2. L'insuffisance de terrains disponibles pour la création de logements
L'évolution du marché foncier est étroitement liée à la possibilité de mener une politique ambitieuse en matière de logement, puisque le prix du foncier représente entre 20 et 30 % du coût global d'une construction. Votre rapporteur déplore, à titre liminaire, qu'il n'existe pas de système d'observation de l'ensemble des marchés fonciers en zone urbaine. Une synthèse des informations disponibles au niveau régional et local devrait, d'après les informations fournies par le ministère de l'équipement, être disponible en 2005.
Toutefois, il est patent que les acteurs du logement social se heurtent à la rareté de l'offre foncière, et que la baisse continuelle de la construction depuis dix ans provient notamment de l'insuffisance de l'offre de terrains constructibles mis à la disposition des constructeurs, qu'ils soient privés ou sociaux. D'une part, certaines régions, en forte croissance économique et démographique, subissent une pression foncière très forte qui conduit au renchérissement de la ressource foncière. Les grandes agglomérations , où le marché immobilier est tendu , et la pénurie de nouveaux logements aiguë, sont particulièrement touchés par la spéculation foncière.
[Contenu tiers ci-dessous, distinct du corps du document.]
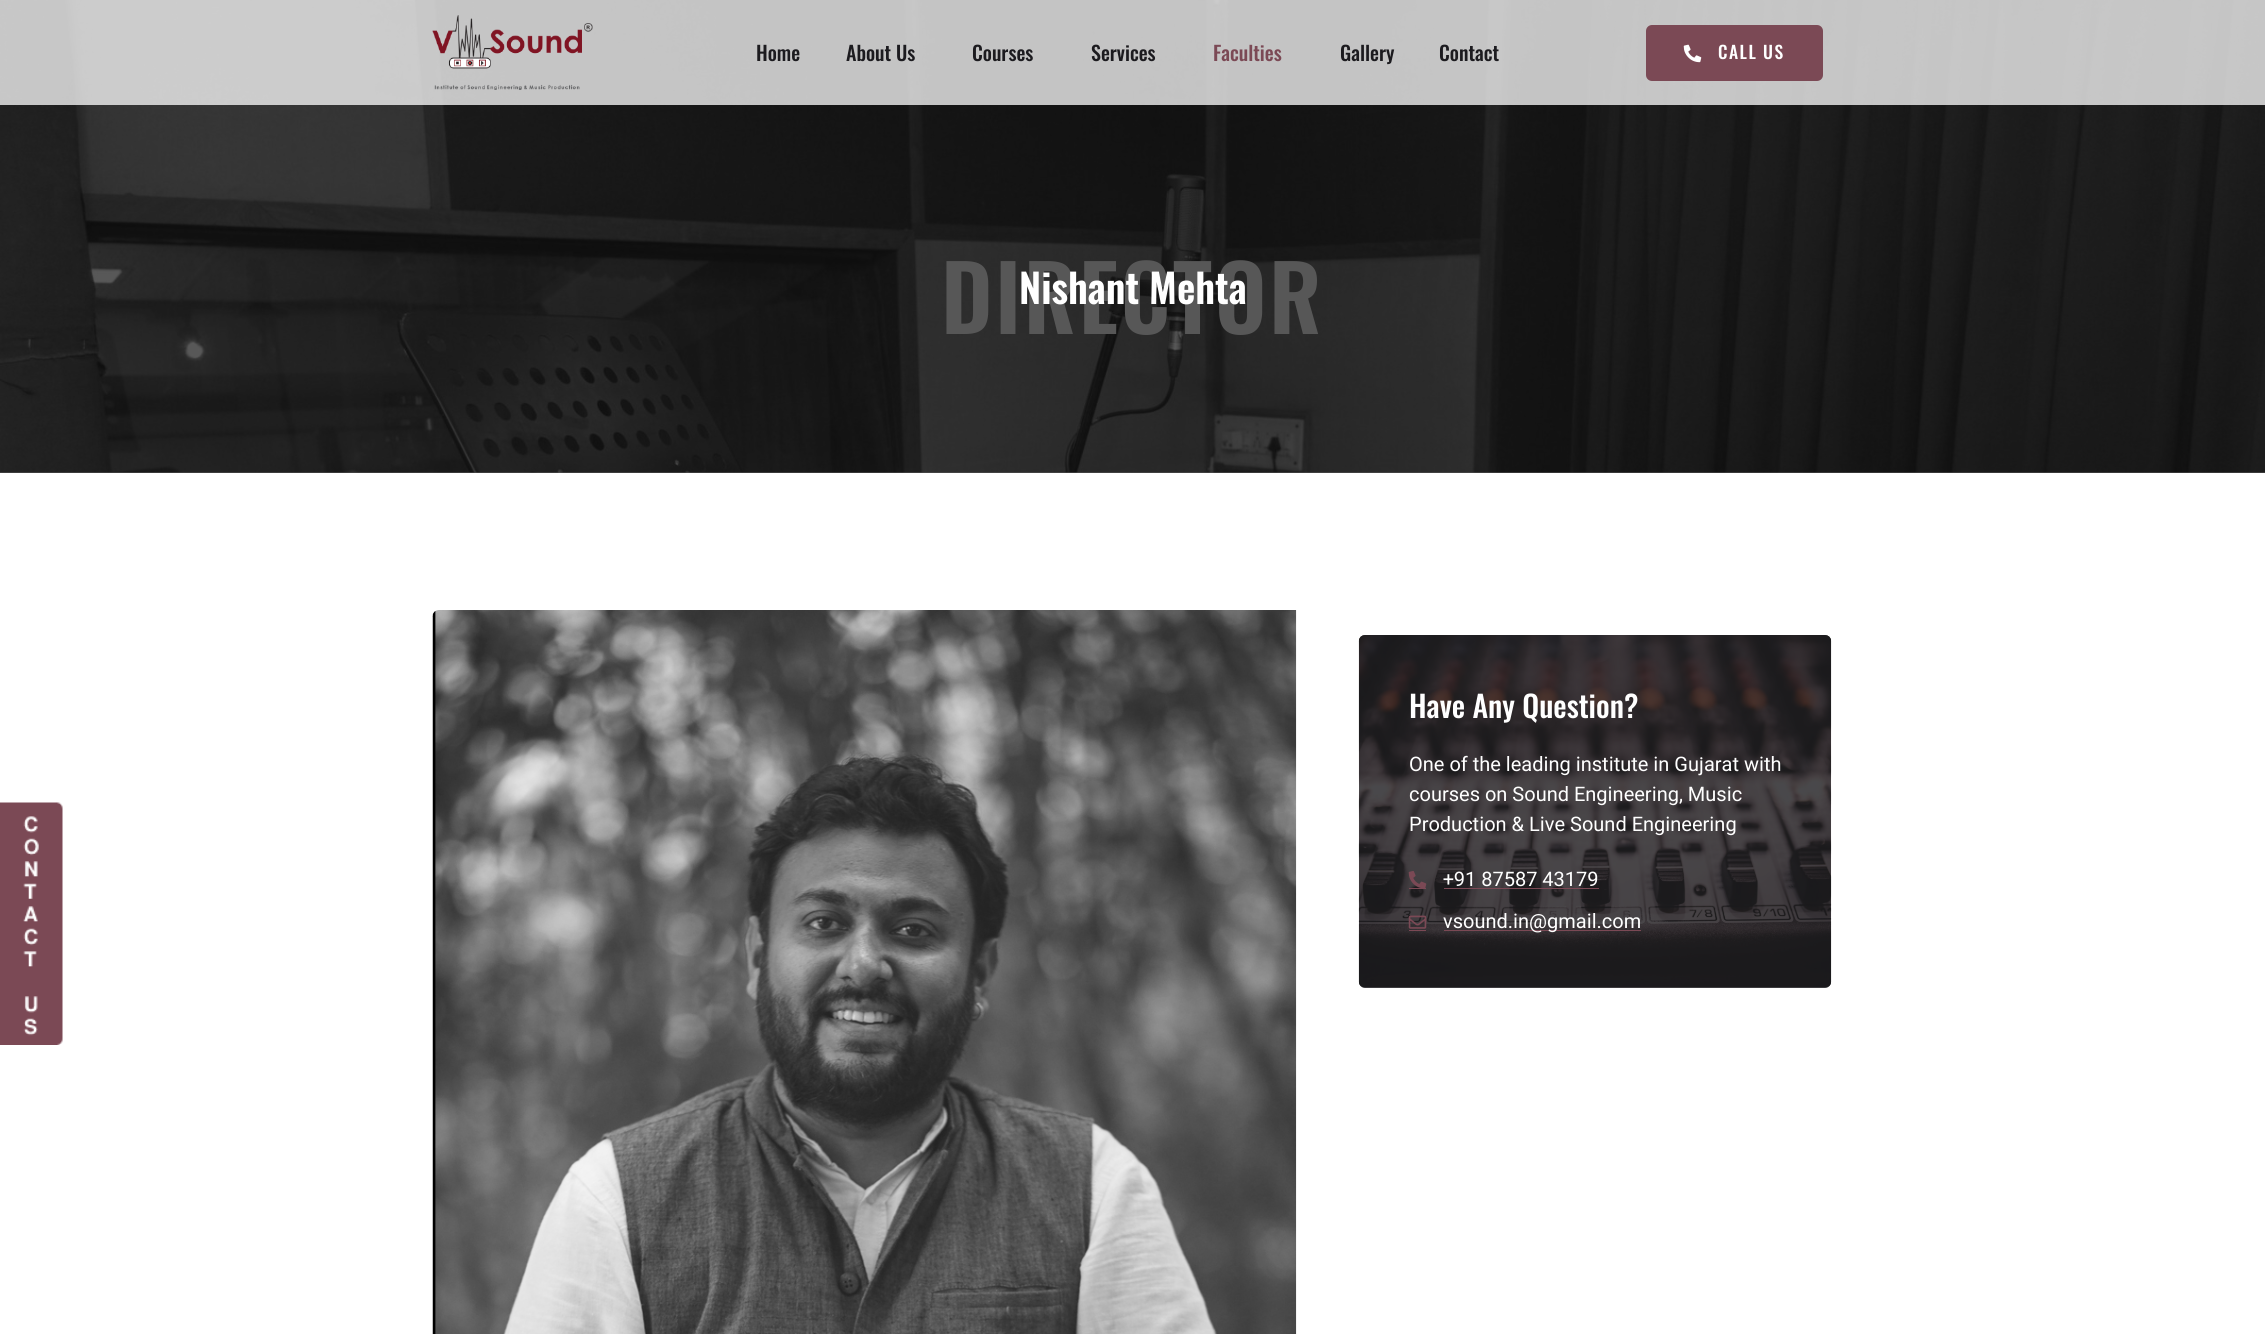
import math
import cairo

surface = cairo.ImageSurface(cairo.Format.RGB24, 2265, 1334)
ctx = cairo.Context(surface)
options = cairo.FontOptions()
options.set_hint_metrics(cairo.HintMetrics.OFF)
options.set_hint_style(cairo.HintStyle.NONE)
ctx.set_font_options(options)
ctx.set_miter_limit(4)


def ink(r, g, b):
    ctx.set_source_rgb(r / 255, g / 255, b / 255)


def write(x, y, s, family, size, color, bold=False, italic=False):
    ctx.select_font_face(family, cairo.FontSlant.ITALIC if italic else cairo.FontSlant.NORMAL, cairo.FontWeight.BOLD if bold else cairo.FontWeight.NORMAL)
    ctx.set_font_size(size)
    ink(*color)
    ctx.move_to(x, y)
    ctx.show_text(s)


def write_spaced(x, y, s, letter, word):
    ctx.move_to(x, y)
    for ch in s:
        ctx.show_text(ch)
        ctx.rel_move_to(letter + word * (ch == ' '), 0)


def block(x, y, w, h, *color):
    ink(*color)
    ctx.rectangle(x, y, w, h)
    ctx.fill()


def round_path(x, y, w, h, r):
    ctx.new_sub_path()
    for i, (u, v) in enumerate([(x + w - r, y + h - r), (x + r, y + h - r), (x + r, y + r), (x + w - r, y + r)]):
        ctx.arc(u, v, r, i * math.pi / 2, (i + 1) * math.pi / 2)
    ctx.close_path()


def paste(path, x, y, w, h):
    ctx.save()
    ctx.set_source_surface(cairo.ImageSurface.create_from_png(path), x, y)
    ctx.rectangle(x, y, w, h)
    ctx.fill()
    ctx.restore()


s1 = dict(family="Oswald Medium", size=20, color=(28, 27, 31))
s2 = dict(family="Oswald Medium", size=20, color=(123, 73, 85))
s3 = dict(family="Oswald SemiBold", size=40, color=(255, 255, 255))
s4 = dict(family="Oswald Medium", size=30, color=(255, 255, 255))
s5 = dict(family="Heebo", size=20, color=(255, 255, 255))

ink(255, 255, 255)
ctx.paint()
block(0, 472, 2265, 1, 89, 89, 89)
paste("pic1.png", 0, 802, 63, 243)
paste("pic4.png", 0, 0, 2265, 473)
ctx.set_source_rgba(1, 1, 1, 0.75)
ctx.rectangle(0, 0, 2265, 105)
ctx.fill()
paste("pic2.png", 432, 15, 161, 75)
write(756, 61, "Home", **s1)
write(846, 61, "About Us", **s1)
write(972, 61, "Courses", **s1)
write(1091, 61, "Services", **s1)
write(1213, 61, "Faculties", **s2)
write(1340, 61, "Gallery", **s1)
write(1439, 61, "Contact", **s1)
ink(123, 73, 85)
round_path(1646, 25, 177, 56, 6)
ctx.fill()
paste("pic3.png", 1683, 44, 19, 19)
ctx.set_font_size(17.5)
ink(255, 255, 255)
write_spaced(1718, 59, "CALL US", 1.5, 0)
ctx.select_font_face("Oswald SemiBold")
ctx.set_font_size(90)
ink(87, 87, 87)
write_spaced(941, 334, "DIRECTOR", 2.5, 0)
write(1019, 304, "Nishant Mehta", **s3)
paste("pic5.png", 432, 610, 865, 724)
paste("pic6.png", 1358, 635, 474, 353)
ctx.set_source_rgba(0.11, 0.106, 0.122, 0.8)
round_path(1359, 635, 472, 353, 6)
ctx.fill()
write(1409, 718, "Have Any Question?", **s4)
write(1409, 771, "One of the leading institute in Gujarat with", **s5)
write(1409, 801, "courses on Sound Engineering, Music", **s5)
write(1409, 831, "Production & Live Sound Engineering", **s5)
paste("pic7.png", 1408, 871, 19, 17)
block(1409, 888, 17, 1, 123, 73, 85)
write(1443, 886, "+91 87587 43179", **s5)
block(1444, 888, 155, 1, 123, 73, 85)
paste("pic8.png", 1408, 915, 19, 14)
block(1409, 930, 17, 1, 123, 73, 85)
block(1444, 930, 197, 1, 123, 73, 85)
write(1443, 928, "vsound.in@gmail.com", **s5)
surface.write_to_png("screenshot.png")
Ainsi, d'après une étude menée en 2000 par la direction régionale de l'équipement, la bulle spéculative des années 1990 a aggravé, en Ile-de-France, le marquage social des différents territoires. Entre 1990 et 2000, les ventes de terrains à bâtir, bâtis ou non, de Paris intra muros ont représenté plus de la moitié du montant financier total du marché foncier de la zone centrale francilienne (Paris et les trois départements centraux), alors qu'elles ne constituaient que 6 % du total des mutations de cette zone. Les mêmes évolutions ont caractérisé les grandes agglomérations comme Lyon, Marseille ou Toulouse, ainsi que les façades maritimes. A titre d'exemple, la croissance des prix moyens du terrain à bâtir dans la communauté urbaine de Strasbourg s'élève à près de 60 % entre 1998 et 2001.
D'autre part, à l'inverse, d'autres régions, autrefois fortement industrialisées, ou à l'écart des axes européens, sont confrontées à des processus de déclin qui se traduisent par la multiplication des espaces dégradés parfois pollués, et de quartiers urbains déshérités. Ces évolutions concernent également certaines parties des agglomérations les plus dynamiques. Des quartiers d'habitat social, des quartiers anciens paupérisés, des zones industrielles délaissées, subissent des phénomènes de dévalorisation que seule une démarche publique volontariste peut inverser.
L'analyse de la crise du foncier fait donc apparaître que l'accroissement de l'offre foncière passe autant par une libération du foncier que par une meilleure valorisation du foncier disponible . Il s'agit de trouver les moyens de rendre disponible pour la construction le foncier existant, et de l'orienter vers le logement.
En outre, la spécificité même du fonctionnement du marché du foncier légitime une intervention publique volontariste. En premier lieu, la valeur du foncier est fortement dépendante de décisions prises hors marché . Le prix d'un terrain ne dépend pas forcément de sa qualité physique, mais aussi de sa localisation géographique et de sa constructibilité. En outre, l'information sur les transactions étant peu disponible pour le public, la méconnaissance des prix réels rend difficile l'évaluation de la valeur des biens et contribue à perturber le fonctionnement normal du marché foncier.
Illustration de ce lien entre la maîtrise du foncier, la construction de logements sociaux et la nécessité d'une intervention publique forte, une étude menée par l'établissement public foncier du Nord-Pas-de-Calais montre que 3.500 logements locatifs sociaux devraient être construits chaque année à l'échelle régionale pour satisfaire les besoins à l'horizon 2010. La construction de ces logements nécessiterait, d'après les simulations effectuées par l'établissement public, la mobilisation annuelle de 104 hectares, dont 69 hectares de foncier recyclé, le coût étant estimé à un peu plus de 60 millions d'euros par an 3 ( * ) .
Votre commission estime donc urgent de prendre des mesures visant à remédier à cette pénurie de terrains disponibles pour le logement, et relève que le renforcement du rôle des établissements publics fonciers prévu par le projet de loi constitue à cet égard un pas dans la bonne direction.
* 3 Etablissement public foncier du Nord-Pas de Calais, Programme pluriannuel d'intervention foncière, Le foncier du logement social.